Task: Find the word "nodes" in the material below and gather every line that contains it.

···

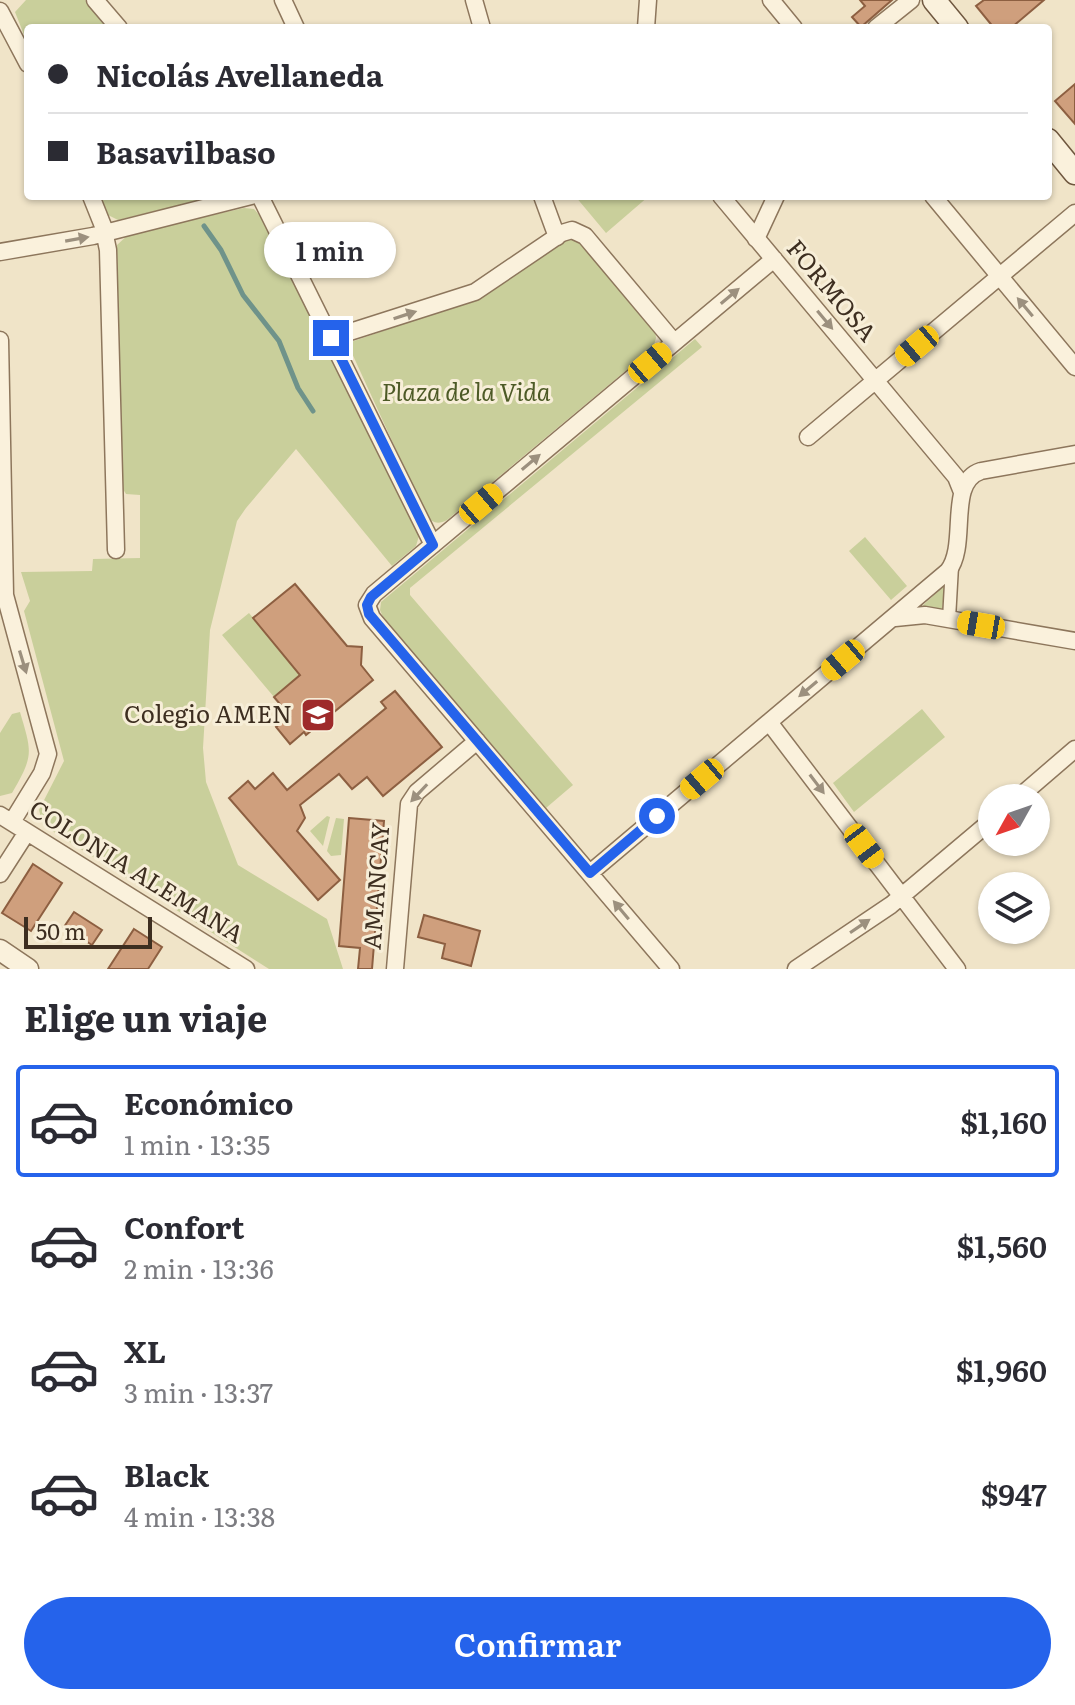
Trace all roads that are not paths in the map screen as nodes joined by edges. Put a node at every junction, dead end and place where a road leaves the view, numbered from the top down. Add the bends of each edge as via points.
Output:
1 (12, 0) edge
2 (95, 0) edge
3 (283, 0) edge
4 (474, 0) edge
5 (648, 0) edge
6 (771, 0) edge
7 (911, 0) edge
8 (934, 0) edge
9 (0, 10) edge
10 (116, 24) edge
11 (294, 24) edge
12 (481, 24) edge
13 (646, 24) edge
14 (791, 24) edge
15 (881, 24) edge
16 (954, 24) edge
17 (24, 56) edge
18 (1052, 145) edge
19 (1075, 173) edge
20 (93, 200) edge
21 (235, 200) edge
22 (262, 200) edge
23 (543, 200) edge
24 (724, 200) edge
25 (774, 200) edge
26 (936, 200) edge
27 (1075, 213) edge
28 (105, 233) junction
29 (557, 237) junction
30 (756, 239) junction
31 (0, 252) edge
32 (774, 259) junction
33 (999, 277) junction
34 (331, 338) junction
35 (0, 340) edge
36 (674, 342) junction
37 (1075, 367) edge
38 (875, 381) junction
39 (1, 429) edge
40 (808, 437) dead end
41 (1075, 454) edge
42 (962, 492) junction
43 (433, 545) junction
44 (116, 550) dead end
45 (952, 566) junction
46 (4, 612) edge
47 (891, 619) junction
48 (949, 619) junction
49 (1075, 641) edge
50 (769, 722) junction
51 (477, 741) junction
52 (1075, 749) edge
53 (1034, 784) edge
54 (6, 819) edge
55 (27, 832) junction
56 (978, 832) edge
57 (590, 873) junction
58 (0, 874) edge
59 (902, 896) junction
60 (0, 950) edge
61 (28, 969) edge
62 (246, 969) edge
63 (395, 969) edge
64 (671, 969) edge
65 (796, 969) edge
66 (957, 969) edge

1 - 9 street
2 - 10 street
3 - 11 street
4 - 12 street
5 - 13 street
6 - 14 street
7 - 15 street
8 - 16 main road
9 - 17 street
18 - 19 main road
20 - 28 street
21 - 28 street
22 - 34 street
23 - 29 street
24 - 30 street, FORMOSA
25 - 30 street
26 - 33 street
27 - 33 street
31 -> 28 street
28 - 44 street
34 -> 29 street via 475,292
29 - 36 street via 572,230 583,233
30 - 32 street, FORMOSA
36 -> 32 street
32 -> 38 street, FORMOSA
37 -> 33 street
33 - 38 street
34 - 43 street
35 - 39 street
43 -> 36 street
38 - 40 street
38 - 42 street, FORMOSA via 956,477
39 - 46 street
41 - 42 street via 978,472
42 - 45 street
43 - 51 street via 367,605 372,618
45 - 47 street
45 - 48 street
46 -> 54 street via 48,754 42,773
47 - 48 street via 914,614
47 -> 50 street
48 - 49 street
50 - 57 street
50 -> 59 street
51 - 57 street
51 -> 63 street, AMANCAY via 409,804
52 - 53 street
54 - 55 street, COLONIA ALEMANA
55 - 58 street
55 - 62 street, COLONIA ALEMANA
56 - 59 street
64 -> 57 street
65 -> 59 street
59 - 66 street
60 - 61 street

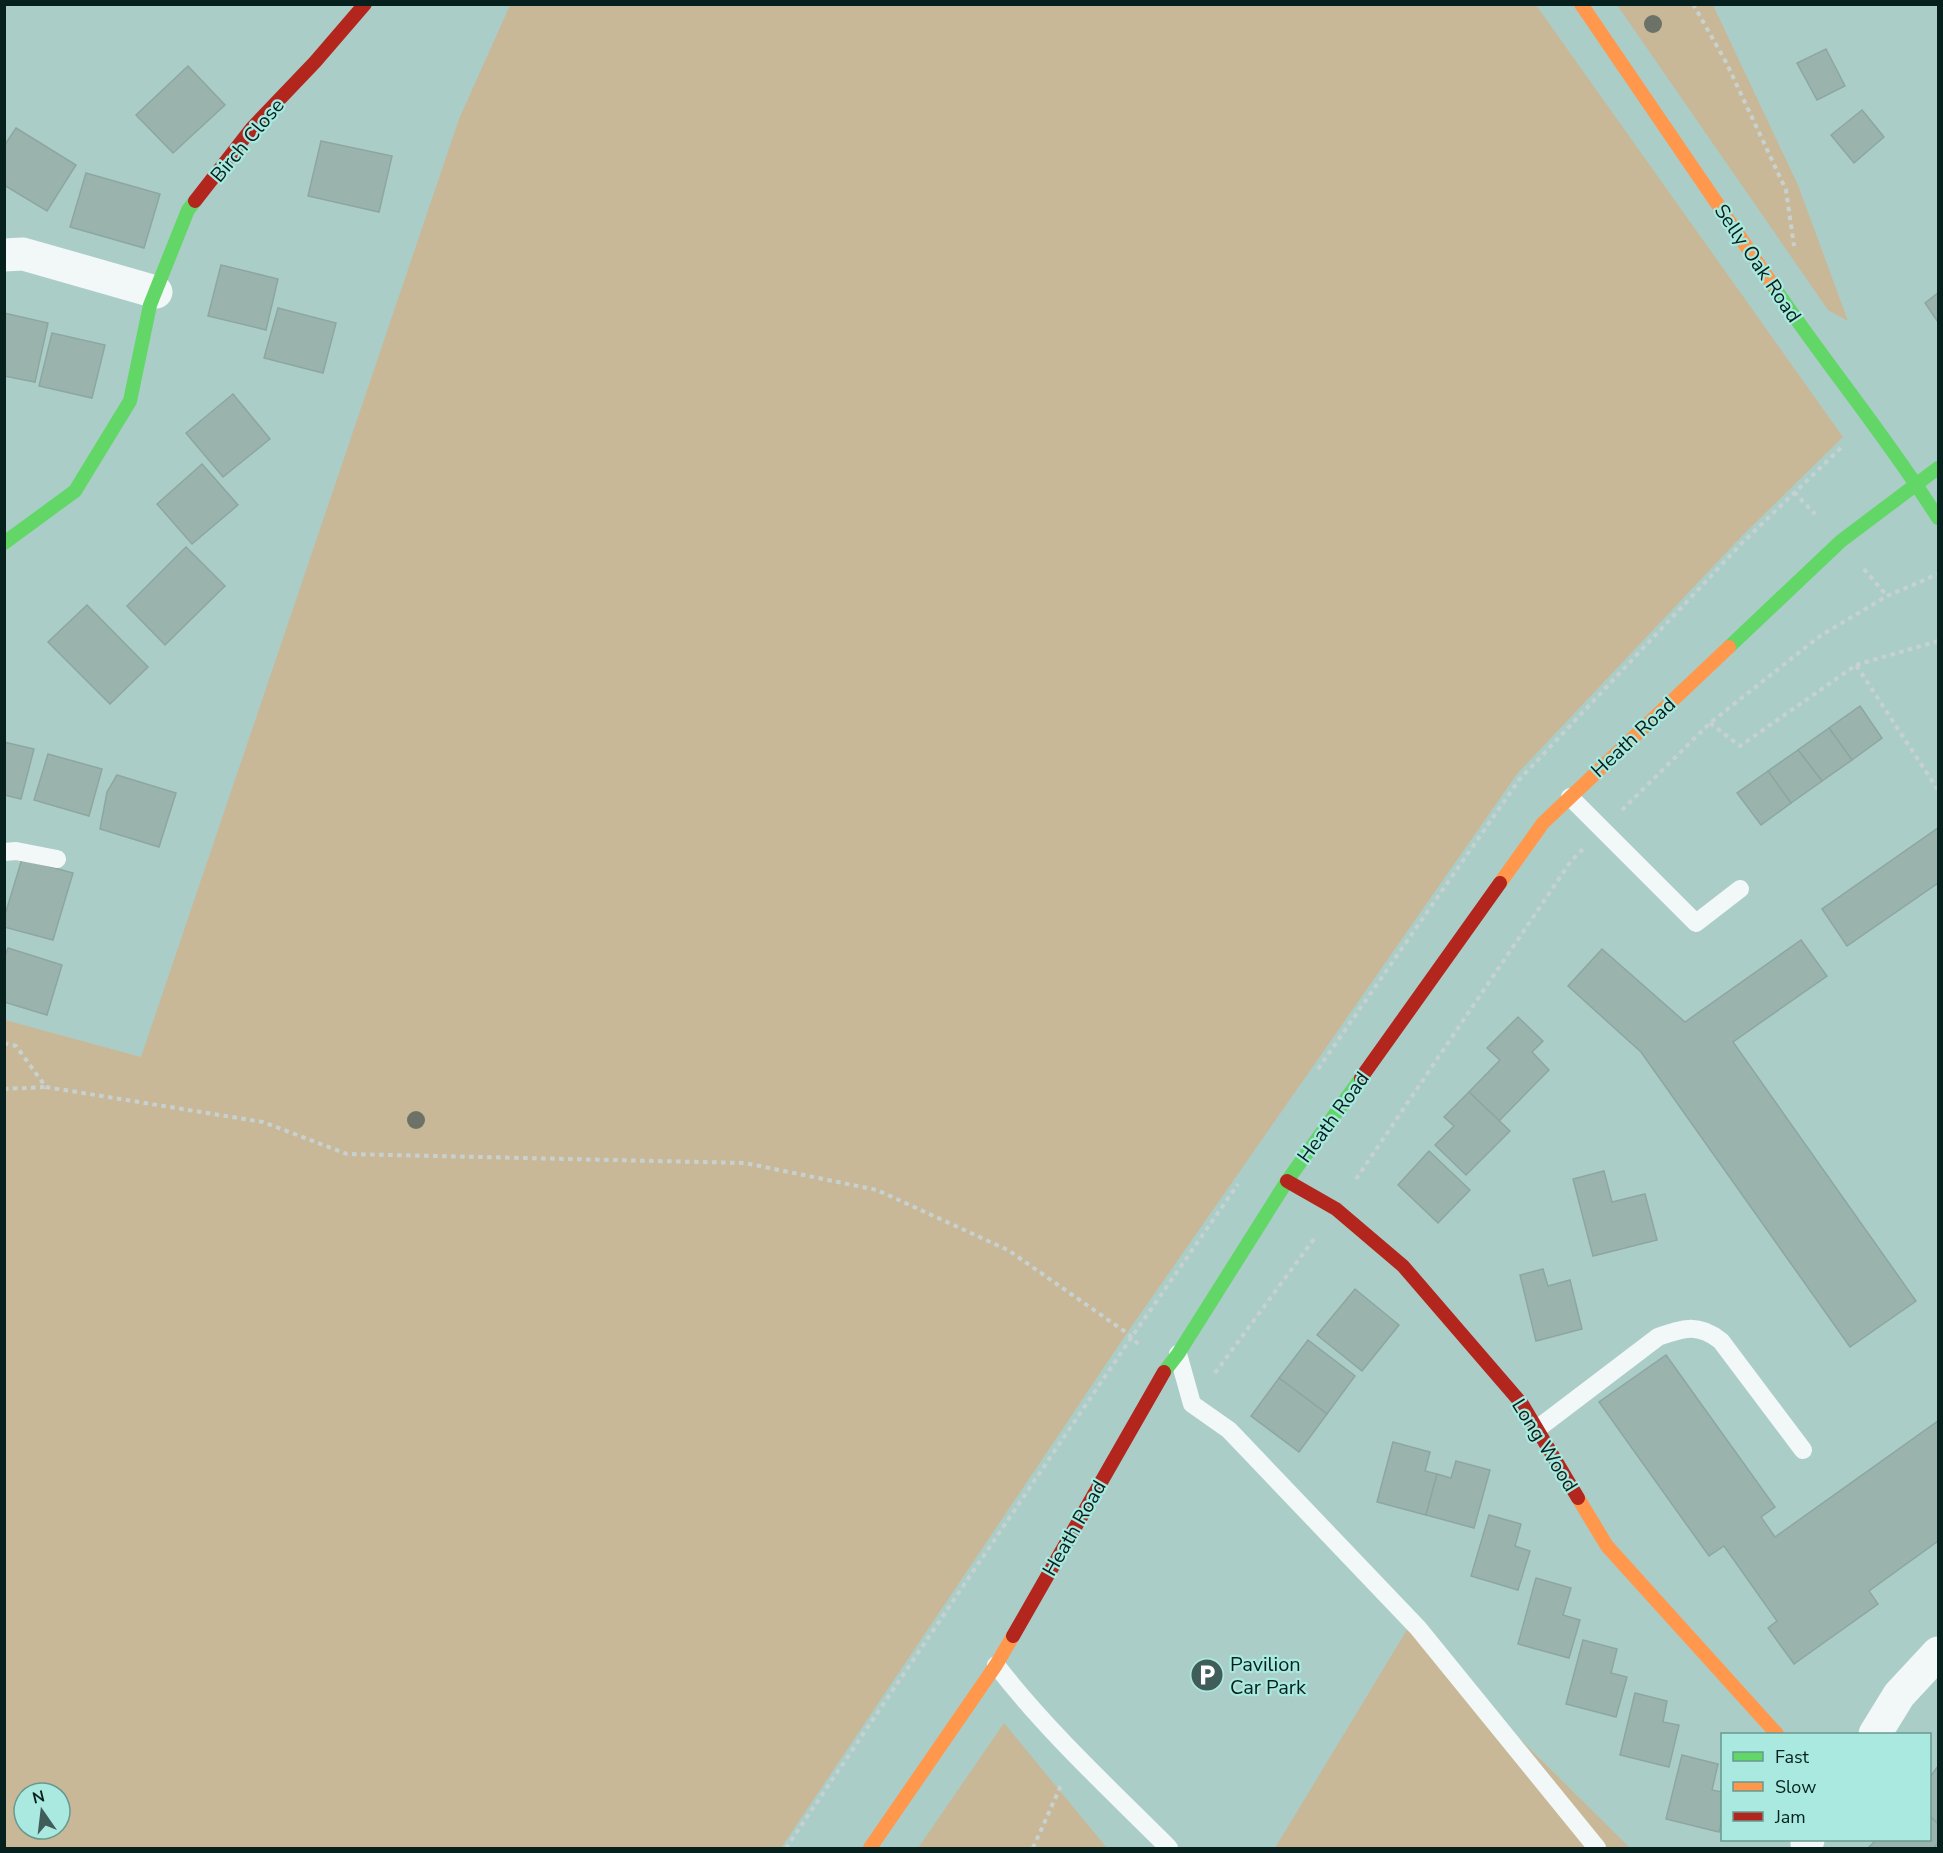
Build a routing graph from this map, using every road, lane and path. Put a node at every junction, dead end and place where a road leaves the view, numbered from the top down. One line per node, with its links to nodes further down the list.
1 (365, 4): 6 (street, Birch Close)
2 (1581, 4): 8 (street, Selly Oak Road)
3 (1694, 4): 4 (path)
4 (1794, 247)
5 (4, 255): 6 (street)
6 (156, 292): 10 (street, Birch Close)
7 (1938, 468): 8 (street, Heath Road)
8 (1917, 485): 9 (street, Selly Oak Road); 16 (street, Heath Road)
9 (1938, 518)
10 (4, 543)
11 (1938, 574): 14 (path)
12 (1938, 640): 13 (path)
13 (1856, 665): 14 (path); 15 (path)
14 (1710, 723): 17 (path)
15 (1938, 790)
16 (1570, 797): 17 (lane); 24 (street, Heath Road)
17 (1602, 830): 20 (lane); 25 (path)
18 (4, 852): 19 (lane)
19 (57, 859)
20 (1740, 889)
21 (4, 1043): 22 (path)
22 (46, 1087): 23 (path); 27 (path)
23 (4, 1089)
24 (1287, 1181): 25 (street, Long Wood); 26 (street, Heath Road)
25 (1336, 1209): 28 (path); 29 (street, Long Wood)
26 (1178, 1354): 27 (street, Heath Road); 28 (lane)
27 (1165, 1370): 32 (street, Heath Road)
28 (1192, 1404): 39 (lane)
29 (1537, 1429): 30 (lane); 33 (street, Long Wood)
30 (1803, 1450)
31 (1938, 1653): 34 (street)
32 (996, 1665): 35 (lane); 36 (street, Heath Road)
33 (1776, 1733)
34 (1876, 1733)
35 (1075, 1754): 37 (path); 38 (lane)
36 (870, 1848)
37 (1033, 1848)
38 (1169, 1848)
39 (1598, 1848)

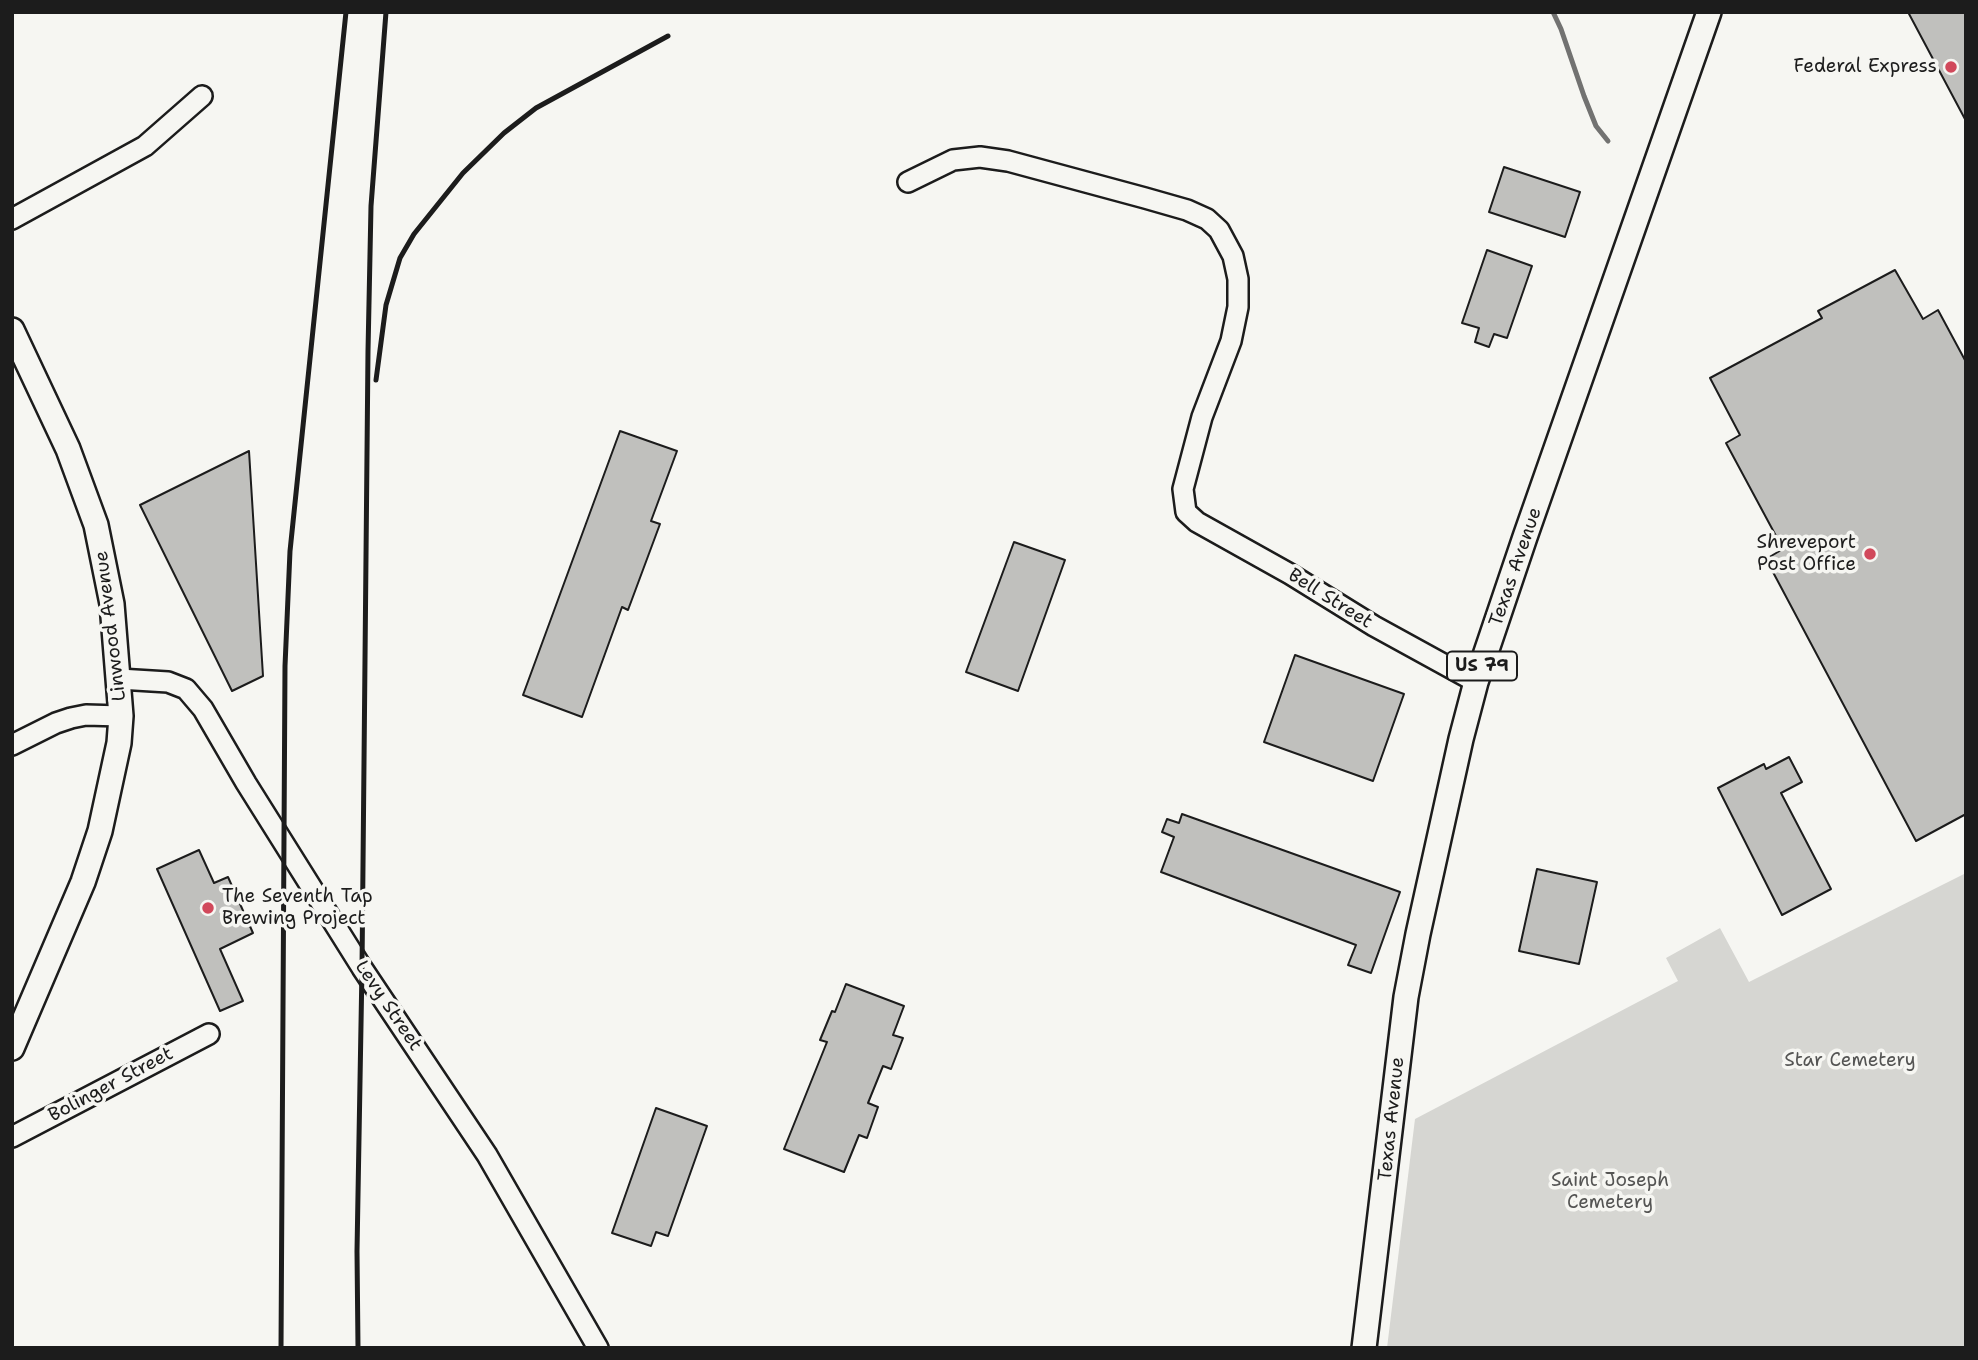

···

Answer to the problem:
Trace all roads that are not paths in the map screen as nodes joined by edges. Put a node at every junction, dead end and place where a road leaves the view, numbered from the top down. Add the bends of each edge as via points.
Build a routing graph from this map, using every road, lane and path. Put a node at every junction, dead end and place where a road leaves the view, numbered from the top down. One line per node, with its links to nodes further down the list.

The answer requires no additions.